The last point correlates with the leftover files problem: If you lose your information about which files are still needed, it makes cleaning up harder (although, in theory, you can retrieve which files are still needed from the session store).
If it is a problem that sessions might end or change because users clear their cookies or change devices, you could consider adding the filename to the UserProfile
in the database. This way, it is not bound to sessions.
c) At first my wish was to avoid to save the csv-file. But I could not figure out how to do it? Reading all the file to request.session seems not a good idea for me. Is there some possibility to upload the file into memory in Django?
You want to store state. The go-to ways of storing state are the database or a session store. You could load the whole CSVFile and put it into the database as text. Whether this is acceptable depends on your databases ability to handle large, unstructured data. Traditional databases were not originally built for that, however, most of them can handle small binary files pretty well nowadays. A database could give you advantages like ACID guarantees where concurrent writes to the same file on the file system will likely break the file. See this discussion on the dba stackexchange
Your database likely has documentation on the topic, e.g. there is this page about binary data in postgres.

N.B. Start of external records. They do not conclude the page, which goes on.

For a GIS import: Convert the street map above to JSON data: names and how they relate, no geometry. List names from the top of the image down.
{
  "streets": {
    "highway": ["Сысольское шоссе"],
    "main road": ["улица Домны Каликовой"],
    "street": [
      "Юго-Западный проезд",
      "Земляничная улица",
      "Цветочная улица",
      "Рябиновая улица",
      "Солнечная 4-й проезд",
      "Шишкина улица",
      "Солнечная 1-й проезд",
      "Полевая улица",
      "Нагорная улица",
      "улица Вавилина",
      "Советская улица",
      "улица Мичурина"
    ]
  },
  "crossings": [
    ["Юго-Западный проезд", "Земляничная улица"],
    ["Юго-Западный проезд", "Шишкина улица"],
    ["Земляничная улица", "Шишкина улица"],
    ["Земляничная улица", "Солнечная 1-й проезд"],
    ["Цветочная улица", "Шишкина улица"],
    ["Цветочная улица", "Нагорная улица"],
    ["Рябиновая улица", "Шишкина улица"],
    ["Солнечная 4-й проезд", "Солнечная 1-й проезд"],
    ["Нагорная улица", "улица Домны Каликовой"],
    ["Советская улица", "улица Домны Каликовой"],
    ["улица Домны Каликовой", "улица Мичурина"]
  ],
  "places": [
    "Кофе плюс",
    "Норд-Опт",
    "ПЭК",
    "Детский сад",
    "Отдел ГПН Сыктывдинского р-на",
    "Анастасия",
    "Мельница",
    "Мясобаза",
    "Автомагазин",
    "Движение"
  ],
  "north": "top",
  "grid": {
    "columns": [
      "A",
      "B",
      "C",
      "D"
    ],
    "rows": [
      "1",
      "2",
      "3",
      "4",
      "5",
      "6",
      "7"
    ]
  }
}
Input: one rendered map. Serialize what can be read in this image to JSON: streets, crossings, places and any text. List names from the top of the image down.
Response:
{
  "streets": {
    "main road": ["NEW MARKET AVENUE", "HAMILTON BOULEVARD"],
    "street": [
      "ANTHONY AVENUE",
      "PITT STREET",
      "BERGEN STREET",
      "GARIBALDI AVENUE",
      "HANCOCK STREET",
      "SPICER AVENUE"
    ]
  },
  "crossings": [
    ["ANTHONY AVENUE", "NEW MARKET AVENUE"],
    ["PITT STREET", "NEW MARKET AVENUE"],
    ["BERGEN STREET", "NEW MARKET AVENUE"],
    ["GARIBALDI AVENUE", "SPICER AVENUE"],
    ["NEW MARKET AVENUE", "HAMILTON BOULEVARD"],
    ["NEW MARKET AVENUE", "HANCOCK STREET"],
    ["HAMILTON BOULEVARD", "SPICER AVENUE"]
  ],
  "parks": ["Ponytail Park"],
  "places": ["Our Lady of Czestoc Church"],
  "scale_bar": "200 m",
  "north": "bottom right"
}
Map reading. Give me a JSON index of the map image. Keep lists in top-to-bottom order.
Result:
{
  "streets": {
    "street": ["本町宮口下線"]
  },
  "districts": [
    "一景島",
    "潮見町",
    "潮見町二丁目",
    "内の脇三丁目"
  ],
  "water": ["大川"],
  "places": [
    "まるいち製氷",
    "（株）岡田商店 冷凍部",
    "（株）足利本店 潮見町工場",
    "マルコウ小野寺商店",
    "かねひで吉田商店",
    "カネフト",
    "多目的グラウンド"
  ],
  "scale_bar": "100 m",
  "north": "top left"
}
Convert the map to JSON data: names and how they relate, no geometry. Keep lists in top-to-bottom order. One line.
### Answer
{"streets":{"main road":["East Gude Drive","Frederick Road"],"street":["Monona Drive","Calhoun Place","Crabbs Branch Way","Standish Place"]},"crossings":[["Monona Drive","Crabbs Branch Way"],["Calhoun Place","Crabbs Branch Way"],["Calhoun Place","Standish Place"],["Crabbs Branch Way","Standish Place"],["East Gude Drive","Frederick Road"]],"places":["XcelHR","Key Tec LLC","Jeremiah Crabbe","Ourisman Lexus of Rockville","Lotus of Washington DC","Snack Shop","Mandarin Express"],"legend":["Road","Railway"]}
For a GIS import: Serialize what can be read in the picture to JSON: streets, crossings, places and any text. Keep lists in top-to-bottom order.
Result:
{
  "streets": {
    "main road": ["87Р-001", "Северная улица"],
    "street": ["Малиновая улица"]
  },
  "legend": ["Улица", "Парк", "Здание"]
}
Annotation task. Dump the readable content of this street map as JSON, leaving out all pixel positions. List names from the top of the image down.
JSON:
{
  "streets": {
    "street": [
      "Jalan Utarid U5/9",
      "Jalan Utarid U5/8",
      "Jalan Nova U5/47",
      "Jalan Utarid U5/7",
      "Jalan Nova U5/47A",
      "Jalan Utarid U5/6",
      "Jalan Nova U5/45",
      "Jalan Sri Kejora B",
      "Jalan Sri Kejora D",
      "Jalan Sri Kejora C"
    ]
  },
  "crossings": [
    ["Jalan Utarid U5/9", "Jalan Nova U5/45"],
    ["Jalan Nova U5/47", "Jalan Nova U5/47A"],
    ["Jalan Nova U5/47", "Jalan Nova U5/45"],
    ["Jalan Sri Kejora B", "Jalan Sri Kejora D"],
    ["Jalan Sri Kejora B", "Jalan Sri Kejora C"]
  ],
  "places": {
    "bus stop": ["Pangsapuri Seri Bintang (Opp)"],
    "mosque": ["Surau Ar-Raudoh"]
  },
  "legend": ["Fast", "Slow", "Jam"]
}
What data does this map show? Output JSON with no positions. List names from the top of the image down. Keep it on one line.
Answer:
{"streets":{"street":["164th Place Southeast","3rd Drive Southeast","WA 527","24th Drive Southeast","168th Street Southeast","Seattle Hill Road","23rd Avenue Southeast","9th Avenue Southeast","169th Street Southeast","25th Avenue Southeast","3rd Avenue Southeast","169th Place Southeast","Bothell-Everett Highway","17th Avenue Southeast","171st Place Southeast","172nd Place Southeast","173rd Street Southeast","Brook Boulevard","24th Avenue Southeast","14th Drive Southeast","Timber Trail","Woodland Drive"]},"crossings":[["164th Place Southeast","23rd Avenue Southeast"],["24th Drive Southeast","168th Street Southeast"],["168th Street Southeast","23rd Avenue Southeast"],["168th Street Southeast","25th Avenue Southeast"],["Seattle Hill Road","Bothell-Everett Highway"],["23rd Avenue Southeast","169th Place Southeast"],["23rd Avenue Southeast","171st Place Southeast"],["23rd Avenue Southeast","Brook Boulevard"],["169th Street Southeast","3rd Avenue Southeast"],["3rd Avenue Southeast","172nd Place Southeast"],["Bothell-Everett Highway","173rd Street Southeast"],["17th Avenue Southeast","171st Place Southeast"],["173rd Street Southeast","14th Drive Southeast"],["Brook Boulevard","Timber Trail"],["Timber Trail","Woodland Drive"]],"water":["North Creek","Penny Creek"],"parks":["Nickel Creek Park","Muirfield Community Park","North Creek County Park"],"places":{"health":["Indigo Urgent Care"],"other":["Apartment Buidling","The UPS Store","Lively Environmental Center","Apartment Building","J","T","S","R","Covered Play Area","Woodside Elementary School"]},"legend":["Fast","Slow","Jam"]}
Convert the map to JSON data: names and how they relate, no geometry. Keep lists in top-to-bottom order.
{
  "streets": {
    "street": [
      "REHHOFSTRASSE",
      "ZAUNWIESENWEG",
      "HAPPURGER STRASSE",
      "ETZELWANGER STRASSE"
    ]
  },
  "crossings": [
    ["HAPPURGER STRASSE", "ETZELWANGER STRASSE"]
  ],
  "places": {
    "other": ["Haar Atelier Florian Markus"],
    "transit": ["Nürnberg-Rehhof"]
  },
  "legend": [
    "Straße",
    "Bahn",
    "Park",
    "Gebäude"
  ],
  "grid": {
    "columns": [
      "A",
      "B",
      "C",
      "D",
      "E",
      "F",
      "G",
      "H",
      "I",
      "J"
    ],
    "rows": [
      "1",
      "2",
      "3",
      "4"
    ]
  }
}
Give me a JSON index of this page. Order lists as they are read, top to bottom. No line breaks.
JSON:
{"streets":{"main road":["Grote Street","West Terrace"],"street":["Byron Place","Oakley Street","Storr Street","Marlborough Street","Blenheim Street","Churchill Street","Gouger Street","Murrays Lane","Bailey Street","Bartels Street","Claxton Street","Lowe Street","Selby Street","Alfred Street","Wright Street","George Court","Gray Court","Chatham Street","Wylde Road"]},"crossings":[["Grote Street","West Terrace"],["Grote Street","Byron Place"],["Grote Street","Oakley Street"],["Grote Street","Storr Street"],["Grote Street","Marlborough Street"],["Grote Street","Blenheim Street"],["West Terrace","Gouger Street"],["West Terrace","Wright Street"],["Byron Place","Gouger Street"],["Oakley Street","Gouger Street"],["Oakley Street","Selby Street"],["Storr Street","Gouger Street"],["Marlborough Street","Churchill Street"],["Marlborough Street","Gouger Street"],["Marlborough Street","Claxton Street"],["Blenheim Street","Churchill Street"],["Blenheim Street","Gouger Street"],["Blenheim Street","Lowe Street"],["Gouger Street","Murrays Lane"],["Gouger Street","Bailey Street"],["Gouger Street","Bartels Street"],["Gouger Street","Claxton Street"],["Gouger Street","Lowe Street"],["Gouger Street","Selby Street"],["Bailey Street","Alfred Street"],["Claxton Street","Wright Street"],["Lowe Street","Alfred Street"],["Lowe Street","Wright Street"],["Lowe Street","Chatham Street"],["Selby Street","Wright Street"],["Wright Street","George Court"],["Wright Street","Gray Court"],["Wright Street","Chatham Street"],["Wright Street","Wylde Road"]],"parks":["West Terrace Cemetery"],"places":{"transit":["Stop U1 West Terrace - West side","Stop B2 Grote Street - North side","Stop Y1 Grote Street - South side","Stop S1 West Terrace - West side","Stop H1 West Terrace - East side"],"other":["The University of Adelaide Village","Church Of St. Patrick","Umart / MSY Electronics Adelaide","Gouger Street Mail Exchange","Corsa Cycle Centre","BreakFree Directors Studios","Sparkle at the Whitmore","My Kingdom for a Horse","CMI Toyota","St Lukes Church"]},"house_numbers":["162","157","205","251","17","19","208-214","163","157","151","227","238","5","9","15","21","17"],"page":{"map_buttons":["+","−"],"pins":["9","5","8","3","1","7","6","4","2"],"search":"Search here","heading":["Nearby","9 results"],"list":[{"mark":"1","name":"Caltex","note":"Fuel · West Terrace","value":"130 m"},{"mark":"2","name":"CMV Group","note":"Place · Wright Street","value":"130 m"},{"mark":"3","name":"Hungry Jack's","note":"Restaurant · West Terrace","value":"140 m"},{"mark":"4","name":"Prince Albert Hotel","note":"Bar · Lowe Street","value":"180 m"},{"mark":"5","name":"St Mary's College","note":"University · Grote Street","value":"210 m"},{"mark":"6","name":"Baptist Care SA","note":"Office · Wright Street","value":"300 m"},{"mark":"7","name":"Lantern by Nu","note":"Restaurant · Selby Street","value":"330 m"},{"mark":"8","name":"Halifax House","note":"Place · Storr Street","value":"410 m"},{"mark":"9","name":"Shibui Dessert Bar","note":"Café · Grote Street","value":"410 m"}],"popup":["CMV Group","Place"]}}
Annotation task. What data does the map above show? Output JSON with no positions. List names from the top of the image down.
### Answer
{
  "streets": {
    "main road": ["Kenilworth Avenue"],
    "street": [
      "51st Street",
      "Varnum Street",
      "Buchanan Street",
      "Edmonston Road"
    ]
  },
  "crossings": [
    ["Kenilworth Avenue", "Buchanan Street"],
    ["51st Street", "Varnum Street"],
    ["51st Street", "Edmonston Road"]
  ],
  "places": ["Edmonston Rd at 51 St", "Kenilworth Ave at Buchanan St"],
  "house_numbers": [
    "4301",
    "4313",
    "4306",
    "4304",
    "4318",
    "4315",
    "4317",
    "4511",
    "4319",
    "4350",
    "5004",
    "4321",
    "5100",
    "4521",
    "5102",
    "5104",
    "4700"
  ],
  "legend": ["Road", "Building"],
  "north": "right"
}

d) If I have to use the tmp-file. How should I handle the situation if user abandon upload at the middle (for example, he sees the confirmation page, but does not click "yes" and decide to re-write his file). How to remove the tmp-file?
Some ideas:
- Limit the count of uploaded files per user to one by design. Currently, your filename is based on a timestamp. This breaks if two users simultaneously decide to upload a file: They will both get the same timestamp, and the file on disk may be corrupted. If you instead use the user's primary key, this guarantees that you have at most one file per user. If they later upload another file, their old file will be overwritten. If your user count is small enough that you can store one leftover file per user, you don't need additional cleaning. However, if the same user simultaneusly uploads two files, this still breaks.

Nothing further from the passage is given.